▶ _Task goal_
Both the line below containing "thumb ip: (186, 111)" and the line containing "pinky dip: (122, 137)", along with every line between them, should be repeated exactly; no other line belongs in the answer.

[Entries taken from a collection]
______

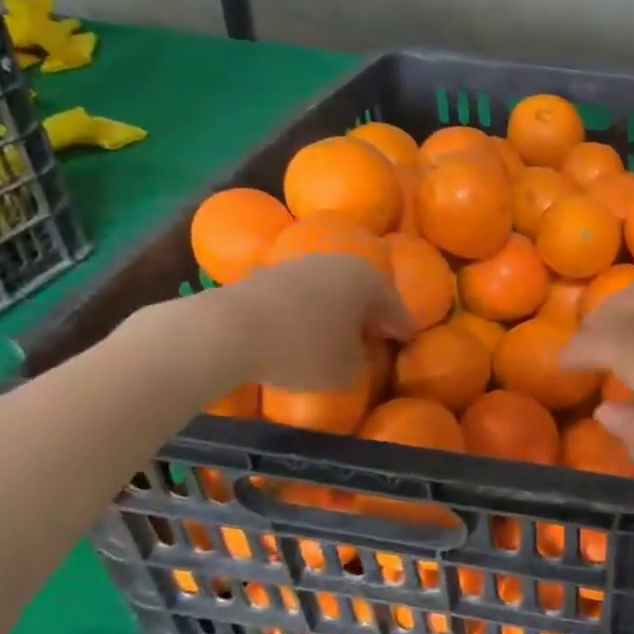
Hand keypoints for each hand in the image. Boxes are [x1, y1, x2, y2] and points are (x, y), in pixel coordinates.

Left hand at [132, 254, 411, 395]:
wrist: (227, 330)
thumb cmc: (302, 349)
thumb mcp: (346, 370)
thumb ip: (362, 360)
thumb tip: (356, 353)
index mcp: (369, 281)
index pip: (396, 307)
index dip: (402, 328)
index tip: (406, 342)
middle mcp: (339, 262)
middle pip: (363, 291)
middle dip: (370, 313)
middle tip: (376, 336)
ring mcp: (300, 264)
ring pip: (330, 289)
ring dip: (336, 310)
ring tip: (336, 335)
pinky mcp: (267, 273)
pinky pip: (301, 295)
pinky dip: (307, 311)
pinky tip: (301, 331)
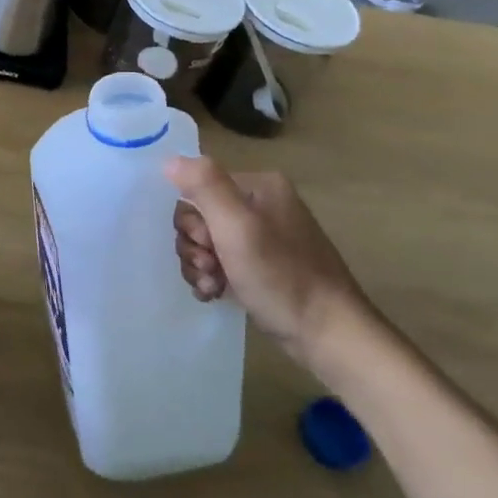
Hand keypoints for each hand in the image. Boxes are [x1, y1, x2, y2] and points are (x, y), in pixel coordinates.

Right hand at [169, 158, 368, 368]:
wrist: (328, 336)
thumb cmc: (281, 276)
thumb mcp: (237, 226)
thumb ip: (204, 186)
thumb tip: (169, 161)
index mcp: (259, 185)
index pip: (199, 188)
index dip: (193, 221)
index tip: (207, 246)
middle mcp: (261, 205)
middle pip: (200, 216)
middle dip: (195, 246)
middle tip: (211, 268)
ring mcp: (263, 237)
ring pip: (206, 242)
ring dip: (200, 265)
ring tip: (213, 287)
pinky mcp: (262, 267)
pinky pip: (220, 262)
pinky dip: (212, 277)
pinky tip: (215, 294)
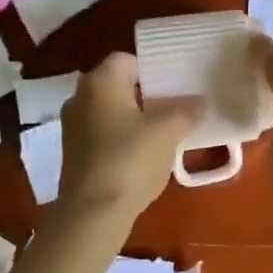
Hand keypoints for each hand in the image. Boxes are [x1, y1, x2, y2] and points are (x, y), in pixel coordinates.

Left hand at [58, 54, 201, 220]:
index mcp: (100, 82)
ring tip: (164, 131)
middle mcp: (80, 97)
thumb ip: (186, 111)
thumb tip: (200, 102)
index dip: (152, 69)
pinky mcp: (73, 153)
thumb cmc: (130, 160)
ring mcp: (72, 126)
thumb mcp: (168, 132)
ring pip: (110, 110)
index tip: (175, 85)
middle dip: (146, 94)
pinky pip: (103, 133)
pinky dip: (122, 137)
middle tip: (175, 105)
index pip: (127, 59)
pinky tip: (144, 154)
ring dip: (134, 117)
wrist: (93, 213)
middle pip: (118, 85)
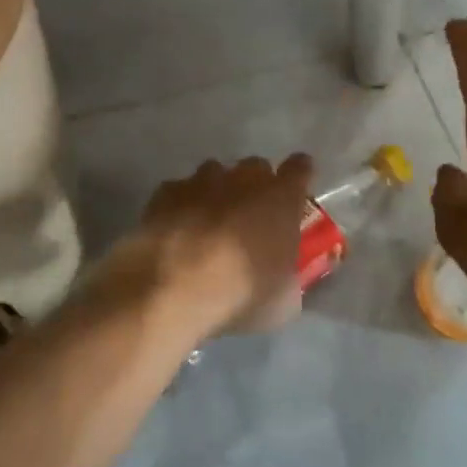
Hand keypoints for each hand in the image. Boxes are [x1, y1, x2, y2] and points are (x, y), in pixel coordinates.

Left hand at [131, 155, 314, 336]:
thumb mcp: (283, 299)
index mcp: (280, 198)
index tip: (294, 193)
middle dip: (256, 186)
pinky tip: (176, 229)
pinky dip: (182, 204)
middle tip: (250, 217)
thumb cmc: (239, 292)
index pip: (300, 168)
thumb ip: (289, 274)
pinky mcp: (166, 191)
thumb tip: (285, 274)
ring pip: (215, 174)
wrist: (171, 287)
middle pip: (256, 168)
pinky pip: (181, 190)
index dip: (298, 176)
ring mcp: (201, 180)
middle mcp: (243, 179)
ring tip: (209, 223)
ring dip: (218, 192)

______

▶ _Response below_
thumb ip: (186, 111)
thumb tip: (200, 102)
index dip: (152, 69)
pinky mcp: (73, 153)
thumb cmc: (130, 160)
ring mcp: (72, 126)
thumb mcp: (168, 132)
ring pip: (110, 110)
index tip: (175, 85)
middle dip: (146, 94)
pinky pip: (103, 133)
pinky dip: (122, 137)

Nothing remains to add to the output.